Copy out all the entries exactly.

= Beginning of Section =

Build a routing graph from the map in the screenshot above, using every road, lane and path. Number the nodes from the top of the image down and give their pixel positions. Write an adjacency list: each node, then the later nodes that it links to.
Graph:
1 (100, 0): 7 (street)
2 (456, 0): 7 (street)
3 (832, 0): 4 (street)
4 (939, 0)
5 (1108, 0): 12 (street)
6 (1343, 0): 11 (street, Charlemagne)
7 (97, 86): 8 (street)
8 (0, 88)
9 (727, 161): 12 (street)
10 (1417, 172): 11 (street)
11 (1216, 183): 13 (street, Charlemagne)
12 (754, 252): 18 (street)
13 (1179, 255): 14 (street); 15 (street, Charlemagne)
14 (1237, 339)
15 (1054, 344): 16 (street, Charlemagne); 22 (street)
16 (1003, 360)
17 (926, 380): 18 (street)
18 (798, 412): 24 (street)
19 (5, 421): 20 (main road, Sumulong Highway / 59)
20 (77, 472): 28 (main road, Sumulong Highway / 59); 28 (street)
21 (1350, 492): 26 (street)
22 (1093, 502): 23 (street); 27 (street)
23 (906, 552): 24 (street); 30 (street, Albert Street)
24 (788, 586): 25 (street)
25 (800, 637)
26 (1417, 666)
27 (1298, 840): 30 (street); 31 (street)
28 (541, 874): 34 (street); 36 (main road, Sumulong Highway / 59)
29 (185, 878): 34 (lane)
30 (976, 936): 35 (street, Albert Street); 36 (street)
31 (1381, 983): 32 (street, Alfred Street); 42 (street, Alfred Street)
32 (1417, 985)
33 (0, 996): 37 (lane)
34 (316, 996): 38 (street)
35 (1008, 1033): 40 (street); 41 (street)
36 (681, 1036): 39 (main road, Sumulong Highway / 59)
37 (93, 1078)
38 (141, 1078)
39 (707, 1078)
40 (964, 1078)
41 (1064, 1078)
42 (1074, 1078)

= End of Section =

» **Task response**:
Build a routing graph from the map in the screenshot above, using every road, lane and path. Number the nodes from the top of the image down and give their pixel positions. Write an adjacency list: each node, then the later nodes that it links to.
Graph:
1 (100, 0): 7 (street)
2 (456, 0): 7 (street)
3 (832, 0): 4 (street)
4 (939, 0)
5 (1108, 0): 12 (street)
6 (1343, 0): 11 (street, Charlemagne)
7 (97, 86): 8 (street)
8 (0, 88)
9 (727, 161): 12 (street)
10 (1417, 172): 11 (street)
11 (1216, 183): 13 (street, Charlemagne)
12 (754, 252): 18 (street)
13 (1179, 255): 14 (street); 15 (street, Charlemagne)
14 (1237, 339)
15 (1054, 344): 16 (street, Charlemagne); 22 (street)
16 (1003, 360)
17 (926, 380): 18 (street)
18 (798, 412): 24 (street)
19 (5, 421): 20 (main road, Sumulong Highway / 59)
20 (77, 472): 28 (main road, Sumulong Highway / 59); 28 (street)
21 (1350, 492): 26 (street)
22 (1093, 502): 23 (street); 27 (street)
23 (906, 552): 24 (street); 30 (street, Albert Street)
24 (788, 586): 25 (street)
25 (800, 637)
26 (1417, 666)
27 (1298, 840): 30 (street); 31 (street)
28 (541, 874): 34 (street); 36 (main road, Sumulong Highway / 59)
29 (185, 878): 34 (lane)
30 (976, 936): 35 (street, Albert Street); 36 (street)
31 (1381, 983): 32 (street, Alfred Street); 42 (street, Alfred Street)
32 (1417, 985)
33 (0, 996): 37 (lane)
34 (316, 996): 38 (street)
35 (1008, 1033): 40 (street); 41 (street)
36 (681, 1036): 39 (main road, Sumulong Highway / 59)
37 (93, 1078)
38 (141, 1078)
39 (707, 1078)
40 (964, 1078)
41 (1064, 1078)
42 (1074, 1078)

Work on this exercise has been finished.